By the way, the entire Gossip Girl “opera” is about getting into Yale and gaining control of Bass Industries. I liked the Bass Industries plotline. I did not so much like the Yale plotline.

It’s Yale acceptance day and Blair’s father and his lover have flown in from France to feed her a Yale-themed breakfast on the day that they just know she’ll get her letter. They even spring for a Yale sweater for Dorota and give Blair a purse bulldog named Handsome Dan to tote around to show off her Yale pride. (My sister-in-law pointed out that a bulldog is not really a purse-sized dog. Blair pointed out that she will not call the dog Dan, settling instead for Handsome, which I thought was pretty funny.) This is all a bad idea, of course, to count one’s acceptance chickens before they’re hatched and it turns out that Blair doesn’t even get in to Yale at all, despite constantly having her minions refresh the page as if to make the news of waitlisting go away. Dan Humphrey, of course, is the one student from St. Jude’s to get in. (Nate, it seems, has gotten his money back and now no longer cares about going to college at all. Chuck, on the other hand, has bigger fish to fry in the form of apple-cheeked Uncle Jack. He is so over Skull & Bones at this point.) The only Constance student to get in? It Girl Serena Van Der Woodsen, who decides to lie to Blair about her acceptance, claiming to also be waitlisted, making Blair think that it was Nelly Yuki who got in instead. Serena does this a lot, this whole lying for no apparent reason thing, and she should probably stop. It would be better for everybody. Especially because in trying to protect Blair’s feelings, she also has to lie to Dan, causing them to have yet another petty relationship drama about not going to school together in the fall.

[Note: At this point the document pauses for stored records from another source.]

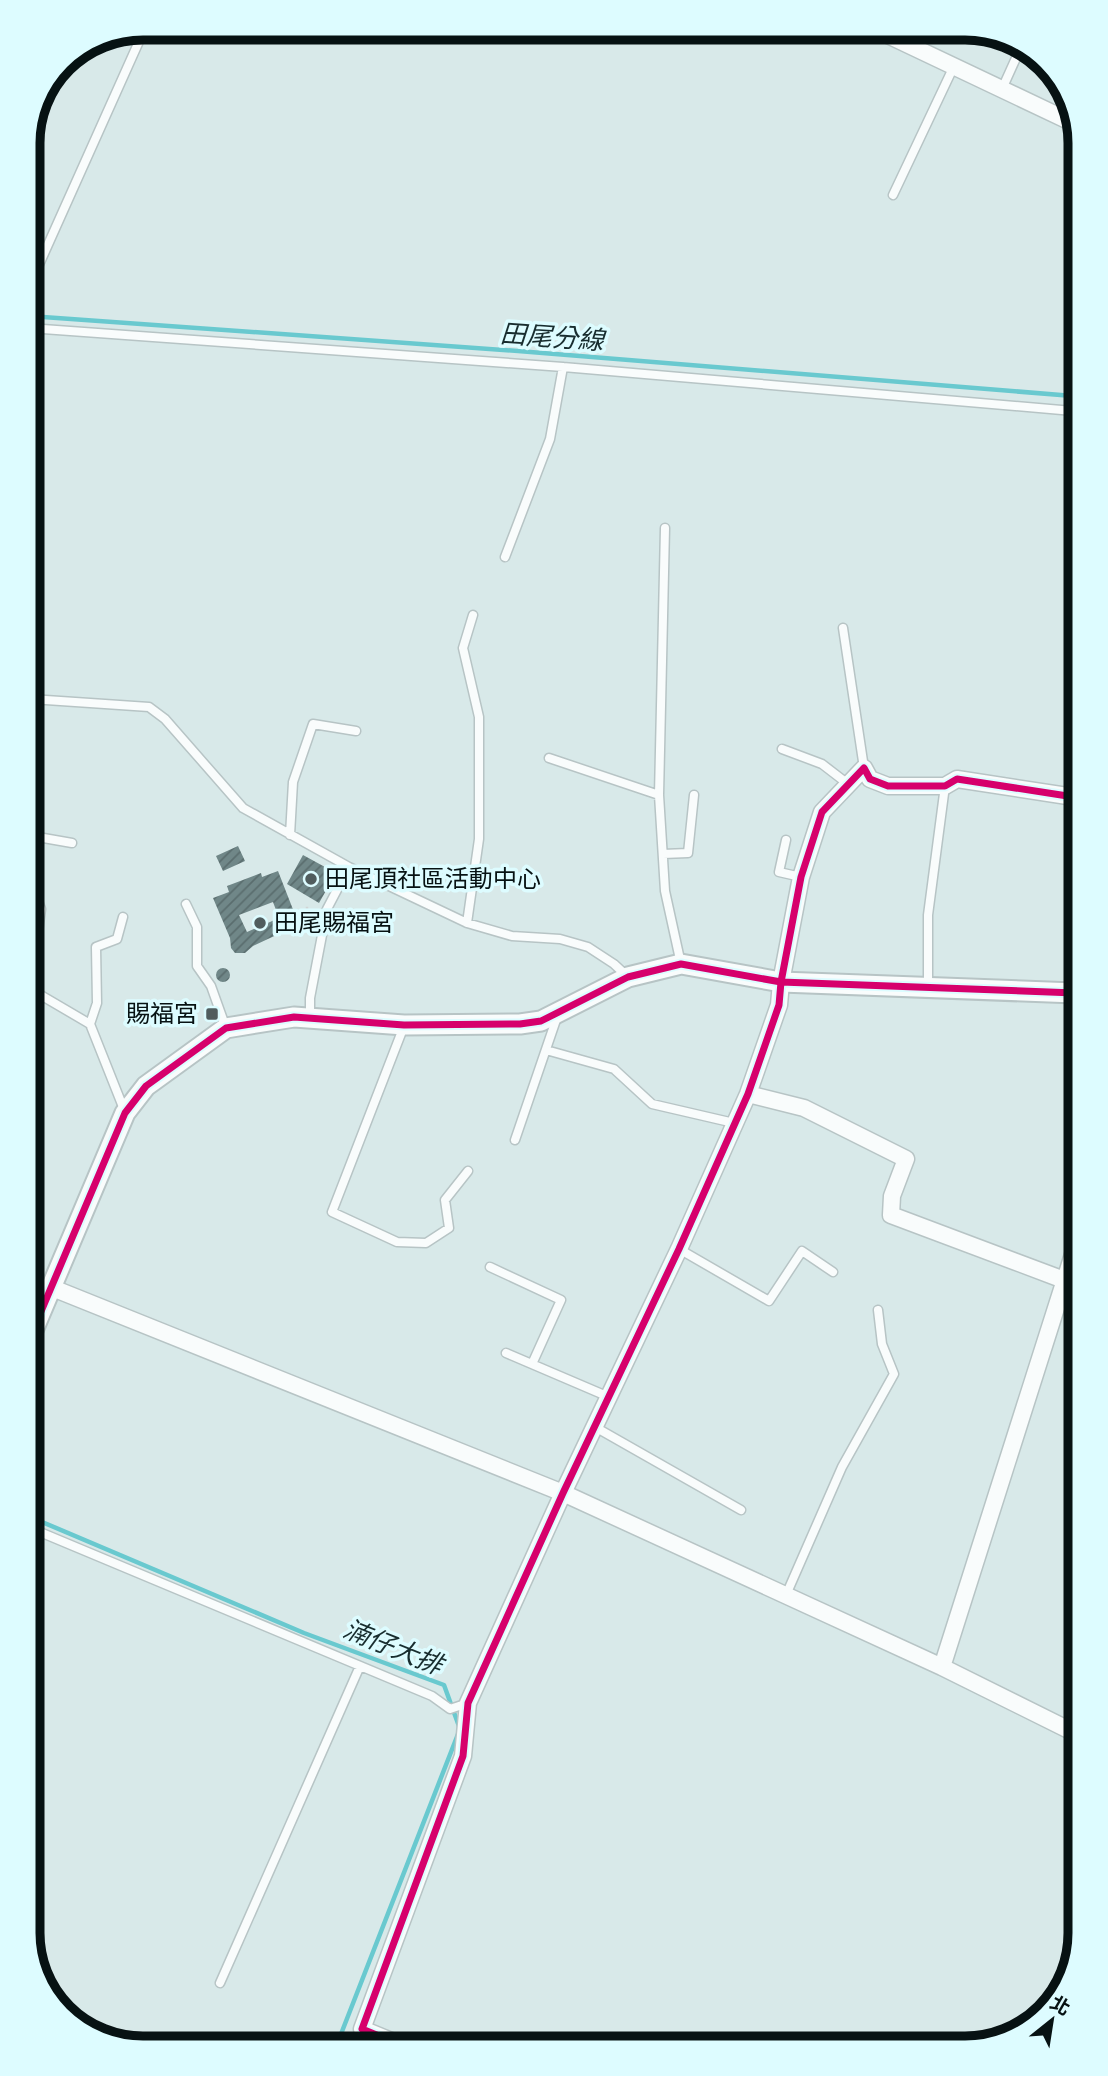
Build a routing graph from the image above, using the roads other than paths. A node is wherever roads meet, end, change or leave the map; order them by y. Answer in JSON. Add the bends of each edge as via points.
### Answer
{"nodes":[{"id":1,"x":139,"y":40,"type":"edge"},
{"id":2,"x":899,"y":40,"type":"edge"},
{"id":3,"x":1017,"y":55,"type":"edge"},
{"id":4,"x":954,"y":66,"type":"junction"},
{"id":5,"x":1002,"y":89,"type":"junction"},
{"id":6,"x":1064,"y":118,"type":"edge"},
{"id":7,"x":893,"y":195,"type":"dead end"},
{"id":8,"x":40,"y":262,"type":"edge"},
{"id":9,"x":40,"y":329,"type":"edge"},
{"id":10,"x":563,"y":367,"type":"junction"},
{"id":11,"x":1068,"y":411,"type":"edge"},
{"id":12,"x":665,"y":528,"type":"dead end"},
{"id":13,"x":505,"y":557,"type":"dead end"},
{"id":14,"x":473,"y":615,"type":"dead end"},
{"id":15,"x":843,"y":628,"type":"dead end"},
{"id":16,"x":40,"y":700,"type":"edge"},
{"id":17,"x":356,"y":731,"type":"dead end"},
{"id":18,"x":782,"y":749,"type":"dead end"},
{"id":19,"x":549,"y":758,"type":"dead end"},
{"id":20,"x":864,"y":768,"type":"junction"},
{"id":21,"x":848,"y":784,"type":"junction"},
{"id":22,"x":945,"y":786,"type":"junction"},
{"id":23,"x":659,"y":795,"type":"junction"},
{"id":24,"x":694,"y":795,"type":"dead end"},
{"id":25,"x":1068,"y":796,"type":"edge"},
{"id":26,"x":290,"y":835,"type":"junction"},
{"id":27,"x":40,"y":837,"type":"edge"},
{"id":28,"x":786,"y":840,"type":"dead end"},
{"id":29,"x":72,"y":843,"type":"dead end"},
{"id":30,"x":663,"y":854,"type":"junction"},
{"id":31,"x":349,"y":867,"type":"junction"},
{"id":32,"x":801,"y":877,"type":"junction"},
{"id":33,"x":186,"y":904,"type":"dead end"},
{"id":34,"x":123,"y":917,"type":"dead end"},
{"id":35,"x":467,"y":923,"type":"junction"},
{"id":36,"x":681,"y":964,"type":"junction"},
{"id":37,"x":628,"y":977,"type":"junction"},
{"id":38,"x":781,"y":982,"type":"junction"},
{"id":39,"x":928,"y":987,"type":"junction"},
{"id":40,"x":1068,"y":993,"type":"edge"},
{"id":41,"x":40,"y":995,"type":"edge"},
{"id":42,"x":298,"y":1013,"type":"junction"},
{"id":43,"x":558,"y":1013,"type":"junction"},
{"id":44,"x":90,"y":1024,"type":"junction"},
{"id":45,"x":404,"y":1025,"type":"junction"},
{"id":46,"x":226,"y":1028,"type":"junction"},
{"id":47,"x":545,"y":1050,"type":"junction"},
{"id":48,"x":748,"y":1094,"type":"junction"},
{"id":49,"x":125,"y":1113,"type":"junction"},
{"id":50,"x":734,"y":1124,"type":"junction"},
{"id":51,"x":514,"y":1140,"type":"dead end"},
{"id":52,"x":468,"y":1171,"type":"dead end"},
{"id":53,"x":679,"y":1248,"type":"junction"},
{"id":54,"x":490,"y":1267,"type":"dead end"},
{"id":55,"x":1068,"y":1268,"type":"edge"},
{"id":56,"x":833,"y":1272,"type":"dead end"},
{"id":57,"x":1064,"y":1280,"type":"junction"},
{"id":58,"x":50,"y":1287,"type":"junction"},
{"id":59,"x":878,"y":1310,"type":"dead end"},
{"id":60,"x":40,"y":1313,"type":"edge"},
{"id":61,"x":506,"y":1353,"type":"dead end"},
{"id":62,"x":532,"y":1364,"type":"junction"},
{"id":63,"x":609,"y":1397,"type":"junction"},
{"id":64,"x":594,"y":1427,"type":"junction"},
{"id":65,"x":563,"y":1493,"type":"junction"},
{"id":66,"x":741,"y":1510,"type":"dead end"},
{"id":67,"x":40,"y":1532,"type":"edge"},
{"id":68,"x":786,"y":1595,"type":"junction"},
{"id":69,"x":360,"y":1666,"type":"junction"},
{"id":70,"x":942,"y":1667,"type":"junction"},
{"id":71,"x":468,"y":1703,"type":"junction"},
{"id":72,"x":1068,"y":1730,"type":"edge"},
{"id":73,"x":220,"y":1983,"type":"dead end"},
{"id":74,"x":379,"y":2036,"type":"edge"}],
"edges":[{"from":1,"to":8,"type":"lane"},
{"from":2,"to":4,"type":"street"},
{"from":3,"to":5,"type":"lane"},
{"from":4,"to":5,"type":"street"},
{"from":4,"to":7,"type":"lane"},
{"from":5,"to":6,"type":"street"},
{"from":9,"to":10,"type":"lane"},
{"from":10,"to":11,"type":"lane"},
{"from":10,"to":13,"type":"lane","via":[[550,439]]},
{"from":12,"to":23,"type":"lane"},
{"from":14,"to":35,"type":"lane","via":[[463,648],[479,717],[479,839]]},
{"from":15,"to":20,"type":"lane"},
{"from":16,"to":26,"type":"lane","via":[[149,707],[165,719],[243,808]]},
{"from":17,"to":26,"type":"lane","via":[[313,724],[293,782]]},
{"from":18,"to":21,"type":"lane","via":[[822,764]]},
{"from":19,"to":23,"type":"lane"},
{"from":20,"to":21,"type":"street"},
{"from":20,"to":22,"type":"street","via":[[870,779],[888,786]]},
{"from":21,"to":32,"type":"street","via":[[821,812]]},
{"from":22,"to":25,"type":"street","via":[[957,779]]},
{"from":22,"to":39,"type":"lane","via":[[928,915]]},
{"from":23,"to":30,"type":"lane"},
{"from":24,"to":30,"type":"lane","via":[[688,853]]},
{"from":26,"to":31,"type":"lane"},
{"from":27,"to":29,"type":"lane"},
{"from":28,"to":32,"type":"lane","via":[[779,872]]},
{"from":30,"to":36,"type":"lane","via":[[665,891]]},
{"from":31,"to":35,"type":"lane"},
{"from":31,"to":42,"type":"lane","via":[[327,909],[310,998]]},
{"from":32,"to":38,"type":"street"},
{"from":33,"to":46,"type":"lane","via":[[197,927],[197,965],[211,986]]},
{"from":34,"to":44,"type":"lane","via":[[117,939],[96,947],[97,1003]]},
{"from":35,"to":37,"type":"lane","via":[[512,936],[560,939],[588,947]]},
{"from":36,"to":37,"type":"street"},
{"from":36,"to":38,"type":"street"},
{"from":37,"to":43,"type":"street"},
{"from":38,"to":39,"type":"street"},
{"from":38,"to":48,"type":"street","via":[[779,1005]]},
{"from":39,"to":40,"type":"street"},
{"from":41,"to":44,"type":"lane"},
{"from":42,"to":45,"type":"street"},
{"from":42,"to":46,"type":"street"},
{"from":43,"to":45,"type":"street","via":[[520,1024]]},
{"from":43,"to":47,"type":"lane"},
{"from":44,"to":49,"type":"lane"},
{"from":45,"to":52,"type":"lane","via":[[332,1212],[397,1242],[426,1243],[449,1228],[445,1200]]},
{"from":46,"to":49,"type":"street","via":[[146,1086]]},
{"from":47,"to":50,"type":"lane","via":[[614,1069],[652,1104]]},
{"from":47,"to":51,"type":"lane"},
{"from":48,"to":50,"type":"street"},
{"from":48,"to":57,"type":"street","via":[[804,1108],[906,1159],[892,1196],[891,1215]]},
{"from":49,"to":58,"type":"street"},
{"from":50,"to":53,"type":"street"},
{"from":53,"to":56,"type":"lane","via":[[769,1301],[802,1251]]},
{"from":53,"to":63,"type":"street"},
{"from":54,"to":62,"type":"lane","via":[[561,1300]]},
{"from":55,"to":57,"type":"street"},
{"from":57,"to":70,"type":"street"},
{"from":58,"to":60,"type":"street"},
{"from":58,"to":65,"type":"street"},
{"from":59,"to":68,"type":"lane","via":[[894,1374],[842,1467]]},
{"from":61,"to":62,"type":"lane"},
{"from":62,"to":63,"type":"lane"},
{"from":63,"to":64,"type":"street"},
{"from":64,"to":65,"type":"street"},
{"from":64,"to":66,"type":"lane"},
{"from":65,"to":68,"type":"street"},
{"from":65,"to":71,"type":"street"},
{"from":67,"to":69,"type":"lane"},
{"from":68,"to":70,"type":"street"},
{"from":69,"to":71,"type":"lane","via":[[432,1696],[450,1709]]},
{"from":69,"to":73,"type":"lane"},
{"from":70,"to":72,"type":"street"},
{"from":71,"to":74,"type":"street","via":[[463,1756],[362,2029]]}]}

Blair talks to Headmistress Queller, who tells her that because she has the next spot on the waitlist, she will definitely get in as long as she keeps up her perfect transcript should the person accepted turn their offer down. Furious, Blair starts plotting against Nelly Yuki. (“Witch hunts are my Valium, Serena.”) Things only get worse when the new English teacher, Miss Carr, who is fresh-faced but no-nonsense about teaching, awards Blair with a B. For Blair, this is devastating. She can’t keep her top of the waitlist spot with a B in English. First of all, who the hell is this Miss Carr who spends two years doing Teach for America and then transfers to a nice, shiny private school on the Upper East Side? Clearly, she doesn’t have the integrity to teach where education actually matters, so I will not trust this character’s advice on anything for the duration of her tenure on the show. (Especially hackneyed advice such as “You should go to the right school for you.”) Second of all, Blair is being 90210 dumb about this whole transcript thing. One B during your second semester will not ruin your GPA. Especially when the snow’s still on the ground. There are plenty of other chances to keep getting As, therefore completely eradicating that B. Instead of thinking like an actual human being, Blair freaks out and demands an audience with Miss Carr, instructing her that Constance has a free pass policy for second semester seniors, where all grades are bumped up to what they should be simply so that Constance can preserve its reputation of sending its graduates to the “best” universities. When Miss Carr tells Blair that this is not a policy she feels comfortable adhering to, Blair cries out for war. Not wanting to cause any more drama, Serena tells Blair that she turned her offer of acceptance down. Dan gets all upset about this, and even Blair thinks that it’s pretty dumb of Serena to turn down Yale just to make Blair feel better/save Miss Carr from ultimate humiliation.

Miss Carr, I think youve misunderstood. I *am* B. I do not *get* Bs.

Miss Carr, I think you've misunderstood. I *am* B. I do not *get* Bs.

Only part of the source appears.